* _DATA TO EXAMINE_:
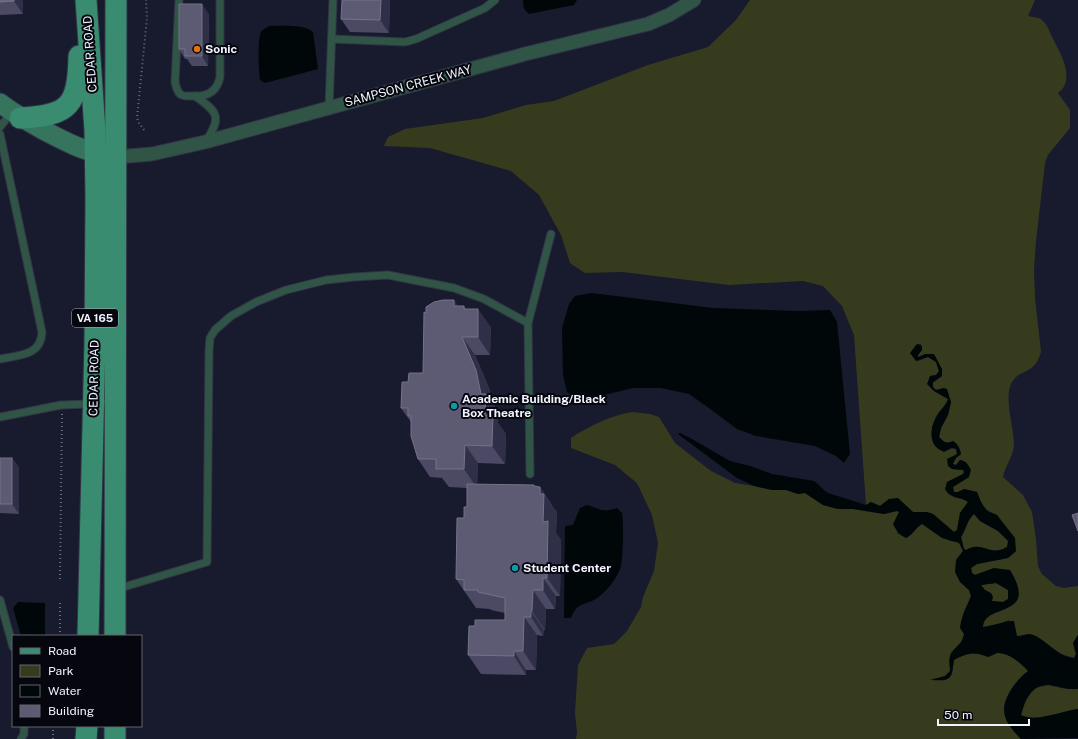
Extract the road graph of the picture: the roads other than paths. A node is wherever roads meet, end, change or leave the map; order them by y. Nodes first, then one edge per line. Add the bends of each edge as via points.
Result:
1 (86, 0) edge
2 (116, 0) edge
3 (179, 0) edge
4 (220, 0) edge
5 (333, 0) edge
6 (495, 0) edge
7 (694, 0) edge
8 (332, 39) junction
9 (196, 96) junction
10 (329, 108) junction
11 (10, 111) edge
12 (0, 127) edge
13 (0, 134) edge
14 (205, 142) junction
15 (95, 153) junction
16 (116, 157) junction
17 (551, 234) dead end
18 (528, 323) junction
19 (0, 359) edge
20 (93, 403) junction
21 (115, 403) junction
22 (0, 417) edge
23 (530, 474) dead end
24 (115, 590) junction
25 (0, 600) edge
26 (88, 635) edge
27 (115, 635) edge
28 (12, 644) edge
29 (24, 727) edge
30 (87, 727) edge
31 (115, 727) edge
32 (21, 739) edge
33 (86, 739) edge
34 (115, 739) edge

1 - 11 main road via 74,96 56,112 40,117
1 - 15 main road, CEDAR ROAD / VA 165
2 - 16 main road, CEDAR ROAD / VA 165
3 - 9 lane via 175,82 180,94
4 - 9 lane via 219,83 207,95
5 - 8 lane
6 - 8 lane via 485,8 405,42
7 - 10 street, SAMPSON CREEK WAY via 648,24 525,54
8 - 10 lane
9 - 14 lane via 215,114 215,125
10 - 14 street, SAMPSON CREEK WAY
11 - 12 lane
11 - 15 street via 74,146
13 - 19 lane via 42,339 34,350 28,353
14 - 16 street, SAMPSON CREEK WAY via 152,154
15 - 16 street
15 - 20 main road, CEDAR ROAD / VA 165
16 - 21 main road, CEDAR ROAD / VA 165
17 - 18 lane
18 - 23 lane
18 - 24 lane via 484,299 454,288 388,275 326,280 286,290 231,316 210,338 207,562
20 - 21 lane
20 - 22 lane via 62,405
20 - 26 main road, CEDAR ROAD / VA 165
21 - 24 main road, CEDAR ROAD / VA 165
24 - 27 main road, CEDAR ROAD / VA 165
25 - 28 lane
29 - 32 lane
30 - 33 main road
31 - 34 main road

* _PROMPT_: Word for word, reproduce all the data, but not the pictures.

* _EXPECTED ANSWER_:
Extract the road graph of the picture: the roads other than paths. A node is wherever roads meet, end, change or leave the map; order them by y. Nodes first, then one edge per line. Add the bends of each edge as via points.
Result:
1 (86, 0) edge
2 (116, 0) edge
3 (179, 0) edge
4 (220, 0) edge
5 (333, 0) edge
6 (495, 0) edge
7 (694, 0) edge
8 (332, 39) junction
9 (196, 96) junction
10 (329, 108) junction
11 (10, 111) edge
12 (0, 127) edge
13 (0, 134) edge
14 (205, 142) junction
15 (95, 153) junction
16 (116, 157) junction
17 (551, 234) dead end
18 (528, 323) junction
19 (0, 359) edge
20 (93, 403) junction
21 (115, 403) junction
22 (0, 417) edge
23 (530, 474) dead end
24 (115, 590) junction
25 (0, 600) edge
26 (88, 635) edge
27 (115, 635) edge
28 (12, 644) edge
29 (24, 727) edge
30 (87, 727) edge
31 (115, 727) edge
32 (21, 739) edge
33 (86, 739) edge
34 (115, 739) edge

1 - 11 main road via 74,96 56,112 40,117
1 - 15 main road, CEDAR ROAD / VA 165
2 - 16 main road, CEDAR ROAD / VA 165
3 - 9 lane via 175,82 180,94
4 - 9 lane via 219,83 207,95
5 - 8 lane
6 - 8 lane via 485,8 405,42
7 - 10 street, SAMPSON CREEK WAY via 648,24 525,54
8 - 10 lane
9 - 14 lane via 215,114 215,125
10 - 14 street, SAMPSON CREEK WAY
11 - 12 lane
11 - 15 street via 74,146
13 - 19 lane via 42,339 34,350 28,353
14 - 16 street, SAMPSON CREEK WAY via 152,154
15 - 16 street
15 - 20 main road, CEDAR ROAD / VA 165
16 - 21 main road, CEDAR ROAD / VA 165
17 - 18 lane
18 - 23 lane
18 - 24 lane via 484,299 454,288 388,275 326,280 286,290 231,316 210,338 207,562
20 - 21 lane
20 - 22 lane via 62,405
20 - 26 main road, CEDAR ROAD / VA 165
21 - 24 main road, CEDAR ROAD / VA 165
24 - 27 main road, CEDAR ROAD / VA 165
25 - 28 lane
29 - 32 lane
30 - 33 main road
31 - 34 main road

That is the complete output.